_WORK REQUIRED_
Go through the listing beneath this task and return every line that carries the string "Simean".
○ ○ ○
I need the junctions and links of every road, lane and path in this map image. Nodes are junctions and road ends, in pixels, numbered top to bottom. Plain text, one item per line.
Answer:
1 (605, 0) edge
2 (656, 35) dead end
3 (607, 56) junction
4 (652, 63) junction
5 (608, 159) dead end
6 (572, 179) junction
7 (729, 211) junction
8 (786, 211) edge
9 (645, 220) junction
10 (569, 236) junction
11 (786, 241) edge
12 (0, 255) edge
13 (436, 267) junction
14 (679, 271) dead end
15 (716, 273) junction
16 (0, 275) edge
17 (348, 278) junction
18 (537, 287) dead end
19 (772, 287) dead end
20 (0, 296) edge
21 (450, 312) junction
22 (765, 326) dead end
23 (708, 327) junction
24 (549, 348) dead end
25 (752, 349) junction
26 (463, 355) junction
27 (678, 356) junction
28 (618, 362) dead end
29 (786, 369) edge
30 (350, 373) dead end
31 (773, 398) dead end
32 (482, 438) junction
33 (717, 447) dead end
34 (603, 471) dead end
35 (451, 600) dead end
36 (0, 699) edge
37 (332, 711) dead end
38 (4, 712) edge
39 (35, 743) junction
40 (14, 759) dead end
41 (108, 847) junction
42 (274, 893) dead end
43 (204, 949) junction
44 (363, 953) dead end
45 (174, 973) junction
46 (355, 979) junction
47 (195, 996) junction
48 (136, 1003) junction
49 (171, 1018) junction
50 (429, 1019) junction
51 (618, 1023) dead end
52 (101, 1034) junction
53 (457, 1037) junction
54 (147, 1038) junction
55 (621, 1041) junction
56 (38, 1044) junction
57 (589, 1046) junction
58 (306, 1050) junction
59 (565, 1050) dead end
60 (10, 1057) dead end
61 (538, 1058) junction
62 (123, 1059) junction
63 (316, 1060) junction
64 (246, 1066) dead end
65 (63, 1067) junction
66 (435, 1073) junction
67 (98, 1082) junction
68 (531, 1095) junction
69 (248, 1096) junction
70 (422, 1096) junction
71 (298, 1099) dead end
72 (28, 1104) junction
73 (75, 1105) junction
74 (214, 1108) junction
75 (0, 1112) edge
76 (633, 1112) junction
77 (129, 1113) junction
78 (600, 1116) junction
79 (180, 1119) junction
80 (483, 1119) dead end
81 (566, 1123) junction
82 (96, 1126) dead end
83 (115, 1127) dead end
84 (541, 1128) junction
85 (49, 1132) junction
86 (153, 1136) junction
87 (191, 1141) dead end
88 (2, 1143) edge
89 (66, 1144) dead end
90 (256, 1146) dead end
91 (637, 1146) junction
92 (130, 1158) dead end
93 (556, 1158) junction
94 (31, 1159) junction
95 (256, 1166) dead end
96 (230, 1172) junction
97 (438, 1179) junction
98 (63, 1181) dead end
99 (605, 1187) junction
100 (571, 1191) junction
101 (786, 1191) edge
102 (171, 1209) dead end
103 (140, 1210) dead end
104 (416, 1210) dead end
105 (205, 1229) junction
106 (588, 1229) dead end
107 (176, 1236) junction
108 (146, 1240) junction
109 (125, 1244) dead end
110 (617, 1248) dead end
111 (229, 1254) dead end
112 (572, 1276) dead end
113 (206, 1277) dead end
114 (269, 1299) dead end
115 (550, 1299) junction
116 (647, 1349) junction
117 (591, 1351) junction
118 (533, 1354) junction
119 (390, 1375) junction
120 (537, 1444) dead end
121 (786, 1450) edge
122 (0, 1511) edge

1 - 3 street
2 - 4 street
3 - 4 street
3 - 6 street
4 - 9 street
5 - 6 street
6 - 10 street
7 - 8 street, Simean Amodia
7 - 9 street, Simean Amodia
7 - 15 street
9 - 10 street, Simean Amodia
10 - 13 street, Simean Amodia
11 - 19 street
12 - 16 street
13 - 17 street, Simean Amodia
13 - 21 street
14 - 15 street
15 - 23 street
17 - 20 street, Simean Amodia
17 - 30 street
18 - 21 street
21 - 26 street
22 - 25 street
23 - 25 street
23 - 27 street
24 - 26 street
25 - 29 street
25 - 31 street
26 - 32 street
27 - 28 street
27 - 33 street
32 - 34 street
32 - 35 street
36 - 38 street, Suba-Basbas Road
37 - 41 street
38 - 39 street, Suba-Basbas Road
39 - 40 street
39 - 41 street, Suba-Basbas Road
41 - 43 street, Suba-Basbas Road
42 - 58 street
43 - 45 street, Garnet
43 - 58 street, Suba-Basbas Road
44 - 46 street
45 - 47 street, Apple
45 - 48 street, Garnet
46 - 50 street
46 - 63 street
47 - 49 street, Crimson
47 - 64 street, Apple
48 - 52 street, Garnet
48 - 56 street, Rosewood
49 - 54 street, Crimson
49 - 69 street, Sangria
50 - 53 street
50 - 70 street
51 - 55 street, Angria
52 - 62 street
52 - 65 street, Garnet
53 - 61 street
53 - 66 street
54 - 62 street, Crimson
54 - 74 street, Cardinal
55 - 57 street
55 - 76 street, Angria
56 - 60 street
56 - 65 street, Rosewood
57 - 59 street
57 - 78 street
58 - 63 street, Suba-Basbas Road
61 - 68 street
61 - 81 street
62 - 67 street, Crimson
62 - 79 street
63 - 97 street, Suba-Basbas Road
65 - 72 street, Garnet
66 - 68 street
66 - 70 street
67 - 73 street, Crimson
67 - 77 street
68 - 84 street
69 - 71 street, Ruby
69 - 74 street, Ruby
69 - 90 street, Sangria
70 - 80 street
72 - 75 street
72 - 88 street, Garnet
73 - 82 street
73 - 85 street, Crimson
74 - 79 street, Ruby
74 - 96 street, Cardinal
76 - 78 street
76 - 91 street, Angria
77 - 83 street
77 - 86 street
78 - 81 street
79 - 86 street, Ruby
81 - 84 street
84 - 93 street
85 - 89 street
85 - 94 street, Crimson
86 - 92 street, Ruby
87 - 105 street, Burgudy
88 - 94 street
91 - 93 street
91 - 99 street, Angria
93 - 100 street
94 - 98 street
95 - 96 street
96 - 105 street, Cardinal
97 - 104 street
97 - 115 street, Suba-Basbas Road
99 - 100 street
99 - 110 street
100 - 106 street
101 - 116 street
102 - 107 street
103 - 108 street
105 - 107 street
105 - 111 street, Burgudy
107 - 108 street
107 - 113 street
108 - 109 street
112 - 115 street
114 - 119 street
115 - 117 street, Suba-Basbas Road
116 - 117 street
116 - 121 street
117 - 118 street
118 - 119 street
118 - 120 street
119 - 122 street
○ ○ ○
_SOLVED PROBLEM_
7 - 8 street, Simean Amodia
7 - 9 street, Simean Amodia
9 - 10 street, Simean Amodia
10 - 13 street, Simean Amodia
13 - 17 street, Simean Amodia
17 - 20 street, Simean Amodia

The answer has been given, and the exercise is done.